Now, before I go any further, god forbid that anyone should think I am accusing anyone in my company, especially senior management, of discriminating against anyone for any reason. None of them would countenance any form of discrimination for a moment and would be horrified if anyone accused them of it. My boss himself is from a minority. Nevertheless, it is true that one of the ways status is demonstrated is by having a voice; by holding forth, holding the floor, being able to speak while others listen. In a conversation, the person who is speaking has the most power and control over the conversation and this can reflect allocations of power, actual and perceived. So I think that status has something to do with it, both current status (ie where is the speaker in the acknowledged power structure) and perceived status (as in, does the speaker come from a group whom we are accustomed to hear speaking with power and authority, and if not, are we prepared to adjust our expectations so that we can hear them). I believe that the less we expect to hear the person in question speak authoritatively, the more likely we are to discount their contribution as woffle.
3. This is the kicker. I believe that, as a result of the effects of not historically and actually having a voice, women and other minorities (by which I mean minority in the senior echelons of the business environment) will change the way they speak. They will (I do) hedge statements about with qualifiers. “We probably should think about… ” “It would be good if we could…” “You may not agree, but…” “I’m sorry if you think this is stupid but….” “I’d prefer it if….”.

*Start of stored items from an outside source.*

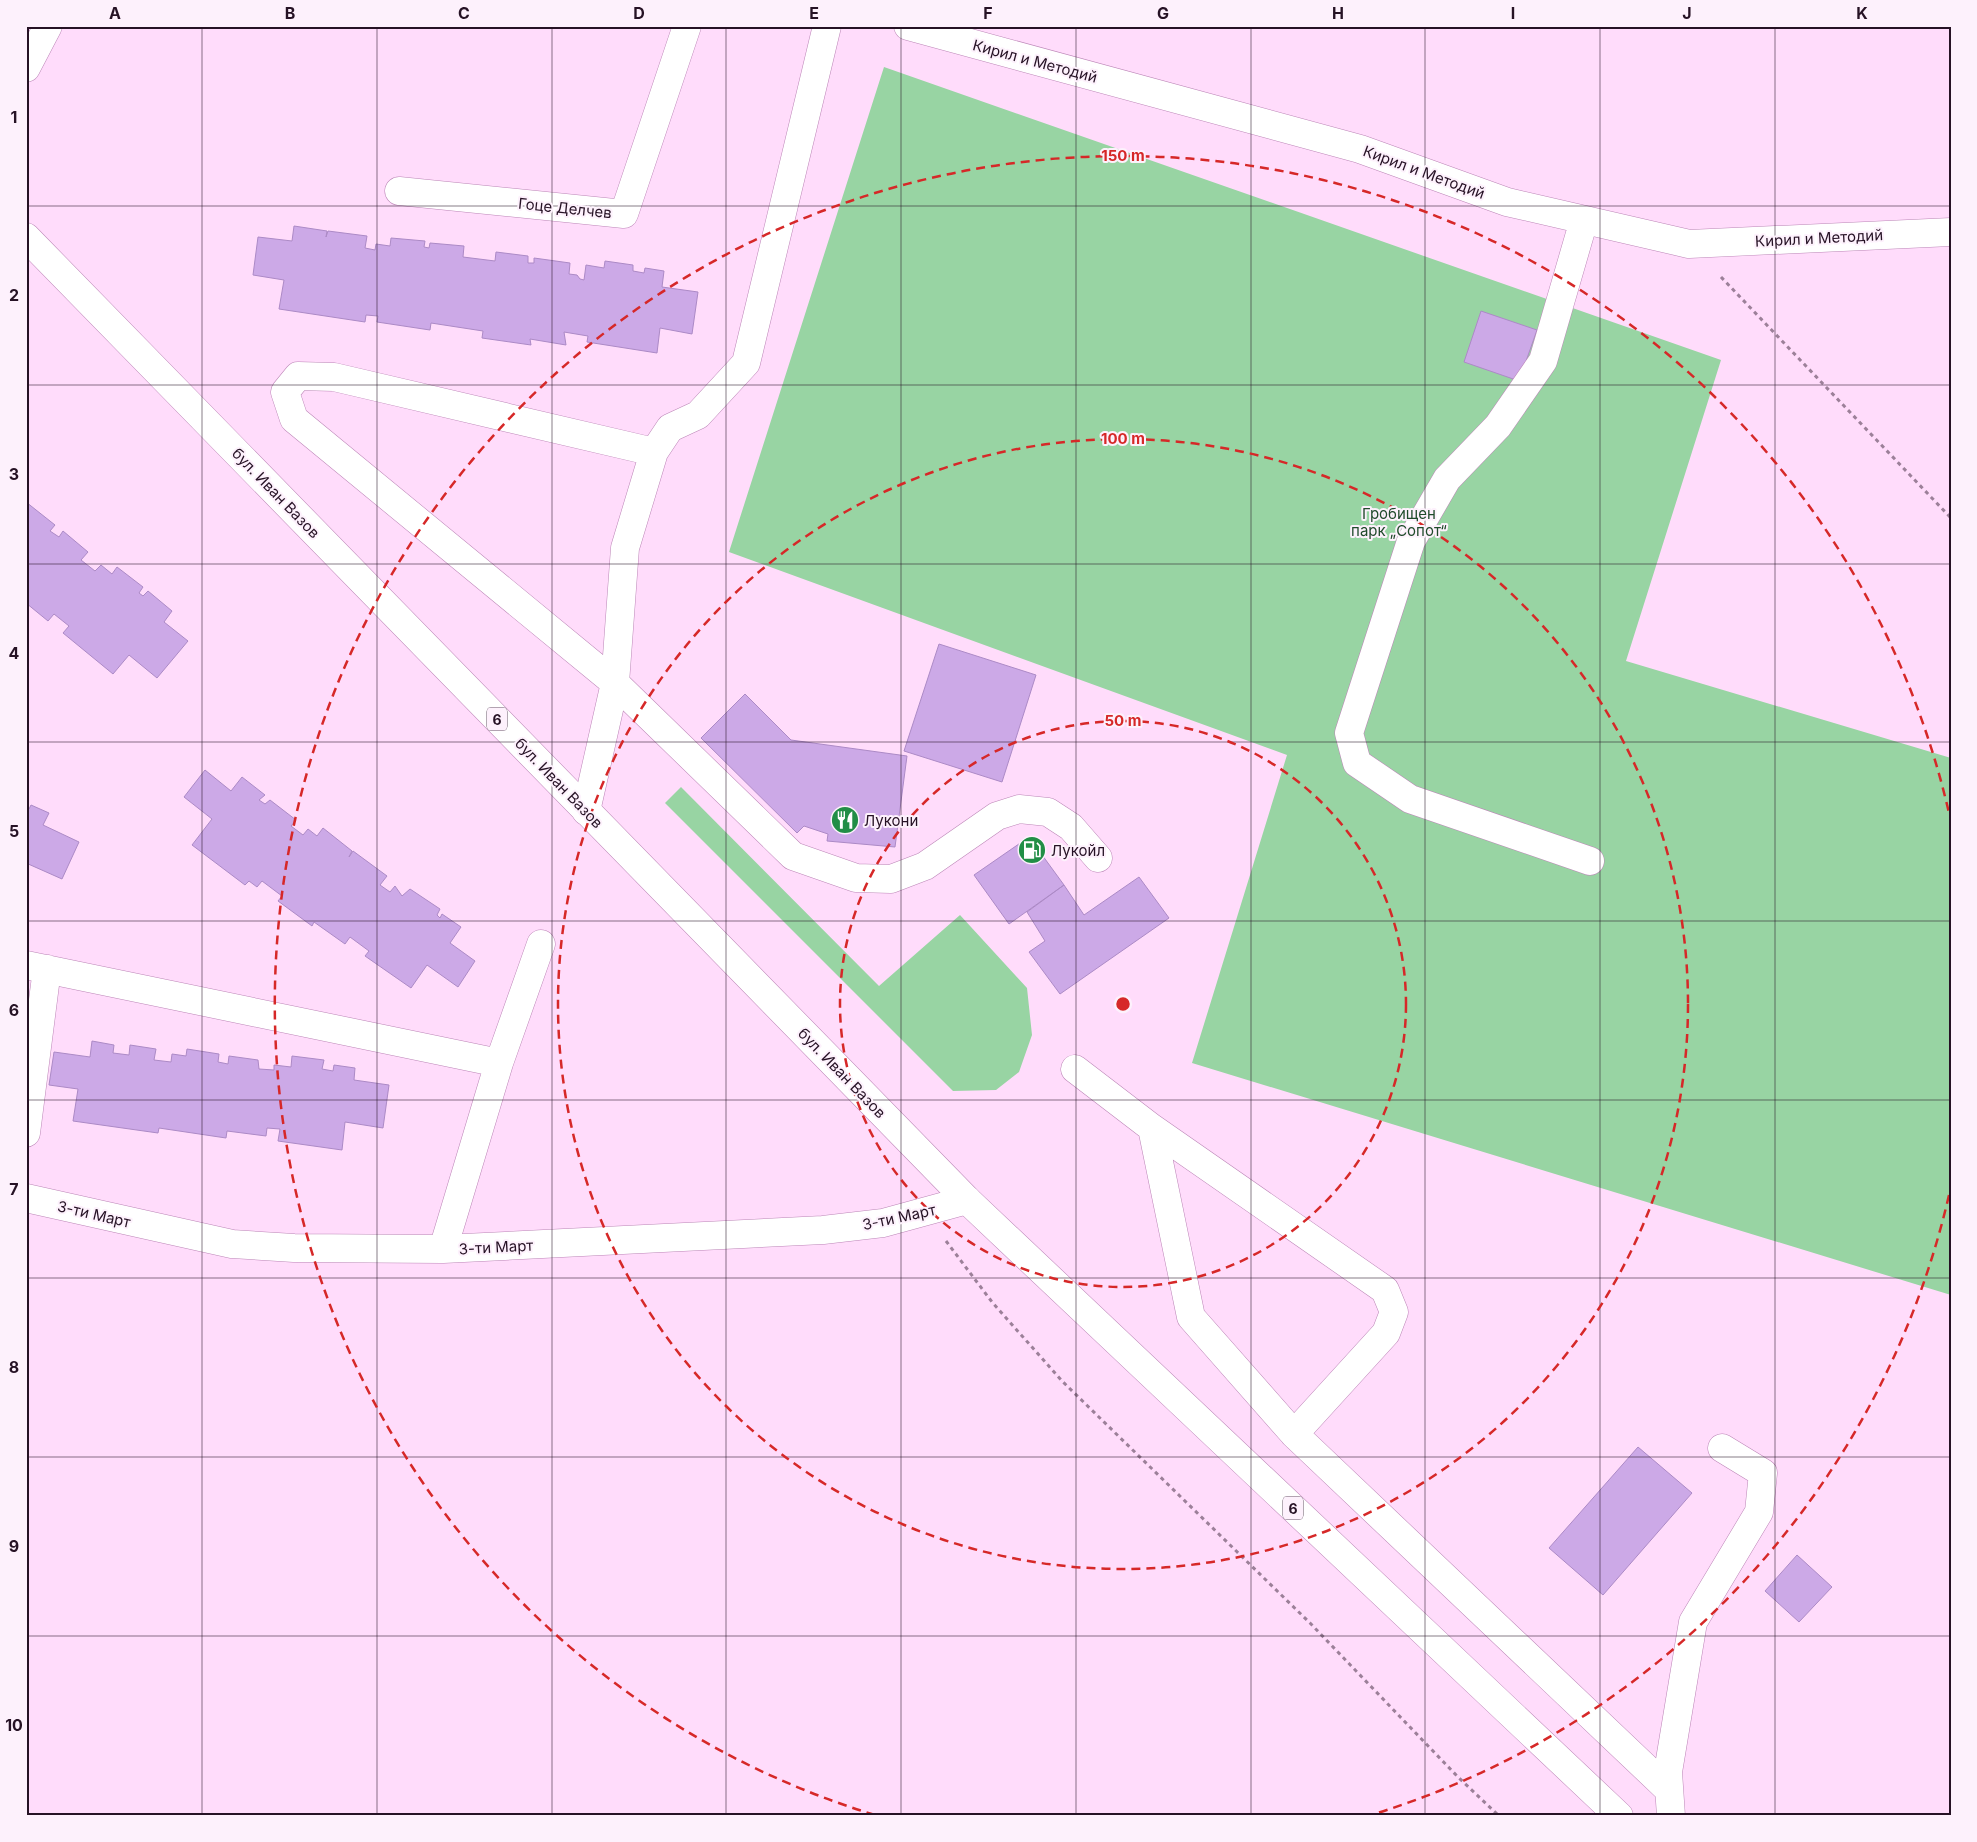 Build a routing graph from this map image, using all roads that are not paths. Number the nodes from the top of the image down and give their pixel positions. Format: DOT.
graph roads {
  1 [pos="48,26"];
  2 [pos="688,26"];
  3 [pos="828,26"];
  4 [pos="908,26"];
  5 [pos="26,68"];
  6 [pos="398,191"];
  7 [pos="1584,220"];
  8 [pos="1951,232"];
  9 [pos="26,237"];
  10 [pos="654,452"];
  11 [pos="615,683"];
  12 [pos="586,811"];
  13 [pos="1098,858"];
  14 [pos="1590,861"];
  15 [pos="541,944"];
  16 [pos="36,967"];
  17 [pos="499,1063"];
  18 [pos="1075,1069"];
  19 [pos="1152,1128"];
  20 [pos="26,1132"];
  21 [pos="26,1198"];
  22 [pos="967,1200"];
  23 [pos="443,1249"];
  24 [pos="1294,1434"];
  25 [pos="1722,1448"];
  26 [pos="1670,1803"];
  27 [pos="1619,1816"];
  1 -- 5 [label="street"];
  2 -- 6 [label="street, Гоце Делчев"];
  3 -- 10 [label="street"];
  4 -- 7 [label="street, Кирил и Методий"];
  7 -- 8 [label="street, Кирил и Методий"];
  7 -- 14 [label="street"];
  9 -- 12 [label="street, бул. Иван Вазов / 6"];
  10 -- 11 [label="street"];
  10 -- 11 [label="street"];
  11 -- 12 [label="street"];
  11 -- 13 [label="street"];
  12 -- 22 [label="street, бул. Иван Вазов / 6"];
  15 -- 17 [label="street"];
  16 -- 17 [label="street"];
  16 -- 20 [label="street"];
  17 -- 23 [label="street"];
  18 -- 19 [label="street"];
  19 -- 24 [label="street"];
  19 -- 24 [label="street"];
  21 -- 23 [label="street, 3-ти Март"];
  22 -- 23 [label="street, 3-ти Март"];
  22 -- 27 [label="street, 6"];
  24 -- 26 [label="street"];
  25 -- 26 [label="street"];
} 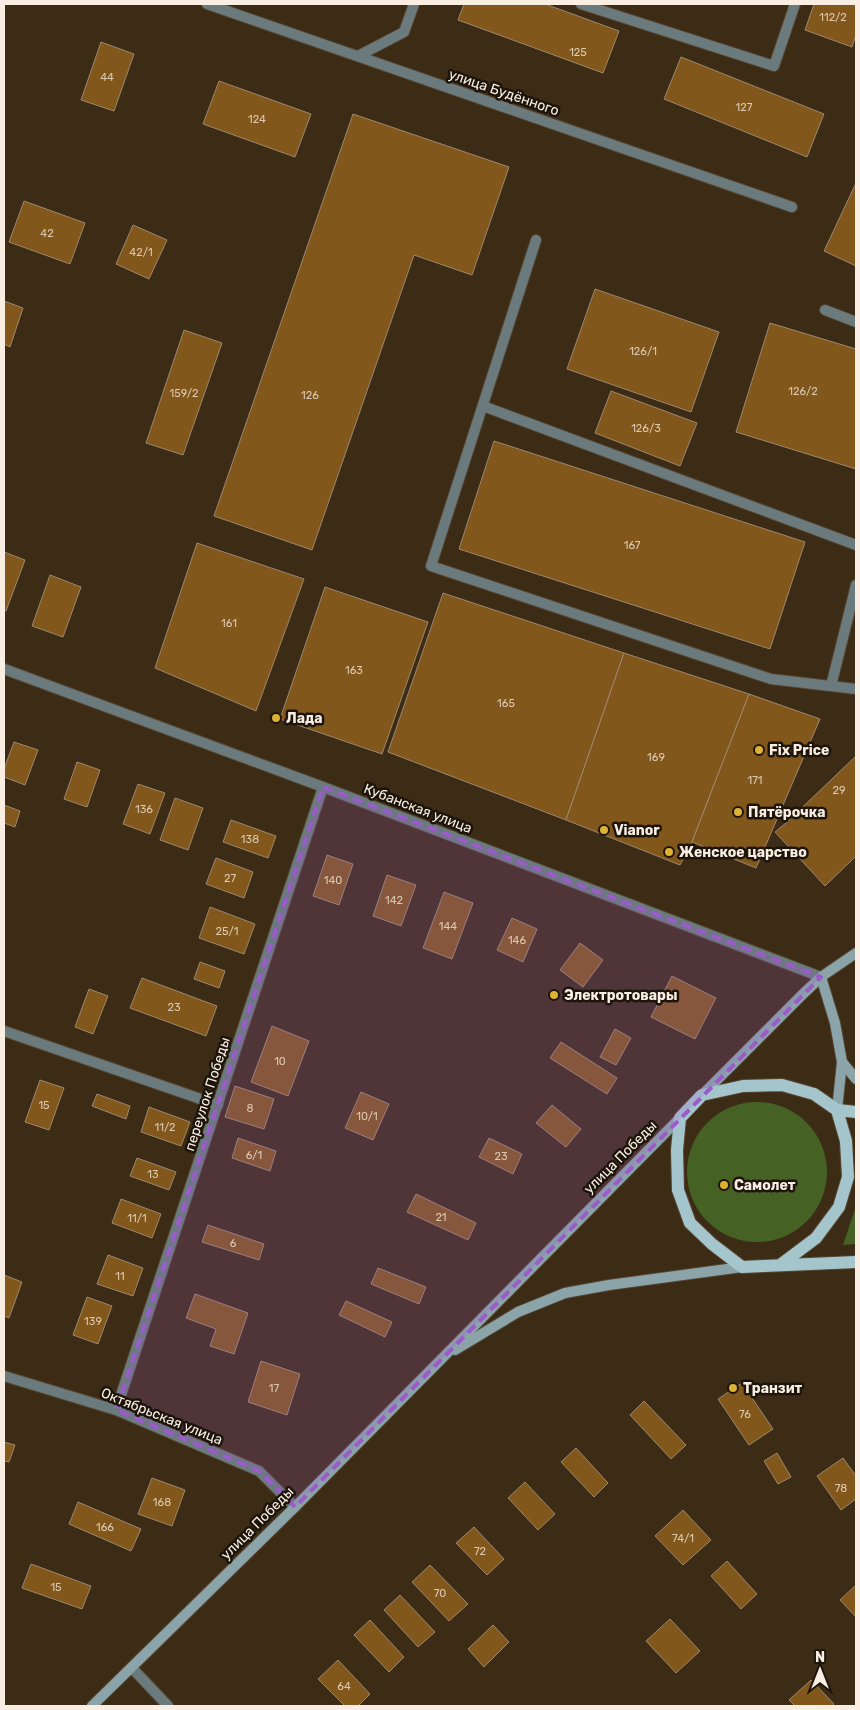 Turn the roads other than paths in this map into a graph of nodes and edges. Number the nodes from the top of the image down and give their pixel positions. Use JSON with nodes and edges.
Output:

I believe this sort of language creates difficulty for high status men (and perhaps high status women too). I think a lot of those speaking like that, particularly women, are signalling that they are open to other views: the language is a part of seeking consensus. They may also be deflecting attack in advance, signalling that they are aware of their lower status by using what they perceive to be conciliatory language. However, to a lot of higher status people, who are used to speaking in absolutes, and in very directive language, I think this comes across as woffly. To them, it sounds as though the speaker is not sure of themselves, is obfuscating; in short, is woffling.
Part 6 tomorrow.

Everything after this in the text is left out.